Reviews

‘Turbo’ Review: A Vintage Story With a Little Rust

By  · Published on July 18th, 2013

“Where were you on the day they let a snail race in the Indy 500?” This one line, spoken by Paul Page or Chris Parnell, I can’t remember which – they both play telecasters of the Indy 500 race in the film – pretty much sums up what’s going on in the new Dreamworks Animation film Turbo. It’s a movie about a snail, voiced by Ryan Reynolds, who dreams of being fast, something his brother (Paul Giamatti) has explained on numerous occasions is against what nature has intended. Yet, he finds a way and ends up in the Indianapolis 500. Because as the film teaches us, “no dream is too big, no dreamer is too small.” It also teaches us lessons about no concept being too worn out.

How Turbo, whose real name is Theo, gets to the Indy 500 is perhaps the least interesting part of the David Soren directed toon. He wants to be fast, he isn’t fast, he tries to be fast and ends up creating a giant mess for his fellow colony of snails. So he runs away and stumbles into a scene from Fast and Furious, surviving a Nitrous Oxide bath that makes him a snail with super-gastropodial speed.

Through all of this, I couldn’t stop but wonder about the natural imperative for the existence of snails. Even in a 96-minute kids movie, I found time to ponder. Why do snails exist? In the film, the snail commune appears to be harvesting and maintaining a tomato garden just outside a human home in an ambiguous area of Los Angeles. They are an overly cautious bunch, often carried off by crows (which yield’s the film’s only solid running gag, in which the snails sort of shrug and say “that’s too bad” every time one of their friends is stolen by a bird) and for the most part, they just eat the tomatoes. Having consulted with a seventh grade science book, I was refreshed to find that my instincts are right: snails are pests and live quite boring lives. Something this movie gets a little too right in its opening act. Then, of course, Turbo gets Paul Walker speed and things get interesting.

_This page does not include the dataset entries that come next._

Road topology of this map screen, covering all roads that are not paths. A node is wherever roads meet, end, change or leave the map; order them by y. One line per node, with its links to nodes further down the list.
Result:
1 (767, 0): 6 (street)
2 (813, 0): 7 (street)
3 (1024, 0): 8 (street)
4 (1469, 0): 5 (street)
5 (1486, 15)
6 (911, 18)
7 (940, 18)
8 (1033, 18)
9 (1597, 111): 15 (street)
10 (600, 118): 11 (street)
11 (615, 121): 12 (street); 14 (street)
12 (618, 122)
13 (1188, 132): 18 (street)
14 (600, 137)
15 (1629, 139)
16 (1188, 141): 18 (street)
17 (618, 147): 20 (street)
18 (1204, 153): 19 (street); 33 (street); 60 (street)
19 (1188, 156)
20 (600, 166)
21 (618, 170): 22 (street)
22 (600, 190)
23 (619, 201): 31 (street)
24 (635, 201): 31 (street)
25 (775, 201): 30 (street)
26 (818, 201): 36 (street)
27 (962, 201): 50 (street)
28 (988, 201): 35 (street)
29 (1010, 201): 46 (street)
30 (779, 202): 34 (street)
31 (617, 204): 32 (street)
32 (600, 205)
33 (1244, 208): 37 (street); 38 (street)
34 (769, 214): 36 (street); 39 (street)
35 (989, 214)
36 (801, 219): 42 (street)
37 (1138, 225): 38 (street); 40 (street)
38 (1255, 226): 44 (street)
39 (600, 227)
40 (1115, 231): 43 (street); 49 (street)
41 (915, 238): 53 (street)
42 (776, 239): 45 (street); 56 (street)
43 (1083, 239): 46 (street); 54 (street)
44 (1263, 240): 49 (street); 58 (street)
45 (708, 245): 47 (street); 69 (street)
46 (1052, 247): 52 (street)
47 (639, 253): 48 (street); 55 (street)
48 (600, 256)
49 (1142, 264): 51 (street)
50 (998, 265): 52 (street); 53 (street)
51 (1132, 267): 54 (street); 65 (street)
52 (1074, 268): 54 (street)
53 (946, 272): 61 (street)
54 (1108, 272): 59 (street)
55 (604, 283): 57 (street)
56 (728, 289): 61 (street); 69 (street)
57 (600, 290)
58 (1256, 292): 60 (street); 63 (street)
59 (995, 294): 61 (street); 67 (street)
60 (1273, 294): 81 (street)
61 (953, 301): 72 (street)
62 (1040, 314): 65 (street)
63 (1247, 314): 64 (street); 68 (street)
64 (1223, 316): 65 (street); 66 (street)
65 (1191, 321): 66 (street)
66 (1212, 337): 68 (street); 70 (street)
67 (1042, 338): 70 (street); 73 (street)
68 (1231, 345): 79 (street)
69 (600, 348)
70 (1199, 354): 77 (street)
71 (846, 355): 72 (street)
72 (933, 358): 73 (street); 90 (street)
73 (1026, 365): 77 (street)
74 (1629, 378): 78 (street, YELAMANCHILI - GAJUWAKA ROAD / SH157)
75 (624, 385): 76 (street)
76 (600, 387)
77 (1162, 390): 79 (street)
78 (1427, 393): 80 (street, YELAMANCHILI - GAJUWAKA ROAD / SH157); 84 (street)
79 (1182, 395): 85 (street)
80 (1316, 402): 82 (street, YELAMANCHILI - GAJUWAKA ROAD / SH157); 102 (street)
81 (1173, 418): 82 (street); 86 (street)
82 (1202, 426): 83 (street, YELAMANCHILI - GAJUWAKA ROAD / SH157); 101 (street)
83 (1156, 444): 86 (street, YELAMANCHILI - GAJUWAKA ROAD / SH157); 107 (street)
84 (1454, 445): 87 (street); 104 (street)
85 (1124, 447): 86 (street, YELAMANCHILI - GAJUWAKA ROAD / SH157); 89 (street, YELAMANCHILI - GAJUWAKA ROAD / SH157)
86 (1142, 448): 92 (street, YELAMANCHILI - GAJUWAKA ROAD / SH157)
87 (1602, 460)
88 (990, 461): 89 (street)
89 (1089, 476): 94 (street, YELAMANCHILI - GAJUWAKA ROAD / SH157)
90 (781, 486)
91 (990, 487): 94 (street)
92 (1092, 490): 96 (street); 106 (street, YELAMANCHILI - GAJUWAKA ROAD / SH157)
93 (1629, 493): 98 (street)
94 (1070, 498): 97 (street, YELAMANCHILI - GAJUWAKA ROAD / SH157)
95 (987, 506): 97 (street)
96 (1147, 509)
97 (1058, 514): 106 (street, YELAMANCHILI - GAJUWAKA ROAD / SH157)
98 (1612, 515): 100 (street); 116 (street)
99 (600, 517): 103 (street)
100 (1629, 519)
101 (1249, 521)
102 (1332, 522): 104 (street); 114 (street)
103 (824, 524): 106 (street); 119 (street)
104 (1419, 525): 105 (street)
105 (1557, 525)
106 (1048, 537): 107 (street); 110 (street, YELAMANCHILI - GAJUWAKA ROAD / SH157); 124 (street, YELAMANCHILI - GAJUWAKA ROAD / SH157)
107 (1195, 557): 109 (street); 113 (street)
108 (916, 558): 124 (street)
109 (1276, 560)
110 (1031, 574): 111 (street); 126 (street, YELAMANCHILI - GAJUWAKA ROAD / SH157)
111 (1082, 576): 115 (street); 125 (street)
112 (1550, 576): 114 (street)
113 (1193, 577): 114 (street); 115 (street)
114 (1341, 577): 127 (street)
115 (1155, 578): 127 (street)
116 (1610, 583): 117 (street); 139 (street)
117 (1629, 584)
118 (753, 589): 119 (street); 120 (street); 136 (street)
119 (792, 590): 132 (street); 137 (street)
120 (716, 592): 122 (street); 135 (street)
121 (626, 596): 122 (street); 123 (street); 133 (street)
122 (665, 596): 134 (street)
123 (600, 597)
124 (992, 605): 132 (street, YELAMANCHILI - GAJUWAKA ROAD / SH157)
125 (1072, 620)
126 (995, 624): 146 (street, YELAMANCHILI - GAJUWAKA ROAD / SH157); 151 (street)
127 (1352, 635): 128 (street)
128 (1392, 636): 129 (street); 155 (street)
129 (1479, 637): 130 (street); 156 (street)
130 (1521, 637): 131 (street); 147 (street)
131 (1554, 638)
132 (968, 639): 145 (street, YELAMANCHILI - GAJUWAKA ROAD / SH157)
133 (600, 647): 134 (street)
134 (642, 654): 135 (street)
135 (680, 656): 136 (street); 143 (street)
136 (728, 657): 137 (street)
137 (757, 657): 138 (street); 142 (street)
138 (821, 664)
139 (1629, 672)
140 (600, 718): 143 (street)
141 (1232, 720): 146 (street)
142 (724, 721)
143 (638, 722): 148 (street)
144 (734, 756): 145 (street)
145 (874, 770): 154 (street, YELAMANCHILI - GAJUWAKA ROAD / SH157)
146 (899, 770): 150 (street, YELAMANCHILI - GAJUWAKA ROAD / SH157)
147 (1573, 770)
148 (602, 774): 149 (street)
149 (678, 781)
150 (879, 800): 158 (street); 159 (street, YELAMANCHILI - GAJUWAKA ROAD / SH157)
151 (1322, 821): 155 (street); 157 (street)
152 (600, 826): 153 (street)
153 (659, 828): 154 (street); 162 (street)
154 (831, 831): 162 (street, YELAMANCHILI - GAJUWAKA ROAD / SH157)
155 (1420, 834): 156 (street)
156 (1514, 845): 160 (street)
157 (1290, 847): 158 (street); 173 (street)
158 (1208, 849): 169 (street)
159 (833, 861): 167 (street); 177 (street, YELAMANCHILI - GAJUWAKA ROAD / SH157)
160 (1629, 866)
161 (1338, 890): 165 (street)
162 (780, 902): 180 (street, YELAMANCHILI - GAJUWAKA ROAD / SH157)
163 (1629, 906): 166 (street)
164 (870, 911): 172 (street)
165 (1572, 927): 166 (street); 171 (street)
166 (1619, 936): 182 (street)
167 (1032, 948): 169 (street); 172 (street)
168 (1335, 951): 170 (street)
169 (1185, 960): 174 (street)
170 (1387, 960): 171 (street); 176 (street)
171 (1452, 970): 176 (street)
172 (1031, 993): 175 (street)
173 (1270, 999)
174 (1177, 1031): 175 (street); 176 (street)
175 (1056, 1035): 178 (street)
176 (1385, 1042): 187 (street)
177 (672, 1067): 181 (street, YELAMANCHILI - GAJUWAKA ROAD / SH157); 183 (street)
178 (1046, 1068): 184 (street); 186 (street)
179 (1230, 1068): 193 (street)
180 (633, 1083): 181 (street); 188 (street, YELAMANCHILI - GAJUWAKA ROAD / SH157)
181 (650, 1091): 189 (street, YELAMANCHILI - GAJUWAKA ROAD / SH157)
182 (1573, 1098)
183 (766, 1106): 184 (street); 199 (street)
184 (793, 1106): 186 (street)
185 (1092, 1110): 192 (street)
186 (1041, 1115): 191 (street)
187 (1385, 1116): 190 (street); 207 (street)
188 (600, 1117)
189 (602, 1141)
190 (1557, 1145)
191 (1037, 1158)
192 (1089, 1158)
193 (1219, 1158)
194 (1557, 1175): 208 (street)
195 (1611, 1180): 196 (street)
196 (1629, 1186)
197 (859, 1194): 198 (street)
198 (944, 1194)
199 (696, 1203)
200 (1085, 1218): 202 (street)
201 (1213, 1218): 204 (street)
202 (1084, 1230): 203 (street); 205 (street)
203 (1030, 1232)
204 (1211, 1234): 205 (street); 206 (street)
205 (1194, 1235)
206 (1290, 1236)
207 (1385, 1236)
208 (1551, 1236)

Then, of course, there is an action sequence set to Survivor’s “Eye of the Tiger.” Through a series of happenstance moments, Turbo and his disapproving older brother Chet find their way to a dilapidated strip mall in Van Nuys, where they meet LA County’s most passionate snail racing enthusiasts. Unless this is a widespread thing that I don’t know about, I’m assuming the film is taking huge creative license here. Do people really race snails all over the San Fernando Valley? It doesn’t matter.

Among these enthusiasts are a pair of brothers, Tito (voiced by Michael Pena) and Angelo (voiced by Luis Guzman). They have a similar dynamic to the snails, wouldn’t ya know: Tito has big dreams and grand designs for their taco stand and truck, Angelo is the responsible, safe and often grumpy one. So of course Tito is the one who sees the potential in Turbo, setting about to make him the first snail ever to enter the Indy 500. Some fundraising shenanigans and a road trip later, we’re thrust into an animated reproduction of the Indianapolis Motor Speedway, where Turbo will compete against “fire-breathing super cars” and his idol, a French Canadian driver with the hilarious offbeat accent courtesy of Bill Hader and the animated jawline of Aaron Eckhart.

It’s important to stop for a moment and call attention to something that took me completely out of the movie. Sure, this is a movie made explicitly for a younger audience with little aspirations of drawing in an older crowd. But there’s something odd about seeing heavy product placement in a kids’ movie. From Chevy to Verizon to the iconography of the Indy 500 brand itself, this film is saturated with real world branding. Few may even notice it, but it did feel like something foreign to this world of animation. Perhaps it has something to do with Pixar’s Cars. Despite that film’s faults, it never once showed us a Ford logo. Perhaps that allows it to remain a bit more innocent. With Turbo, Dreamworks doesn’t seem so interested in maintaining the innocence of its world.

What it does get right is a great deal of the human relationships. Tito and Angelo are the emotional core of the movie, even if their story is a mirror to what’s happening between the snail brothers. Michael Pena and Luis Guzman have a playful chemistry on screen, despite having likely recorded their parts separate from each other. There’s also some humor found in the gang of snails that live in the Van Nuys strip mall, voiced by the likes of Samuel L. Jackson, Snoop Dogg, and Maya Rudolph. They are simple speed-gang caricatures, but they get a few moments of quality work.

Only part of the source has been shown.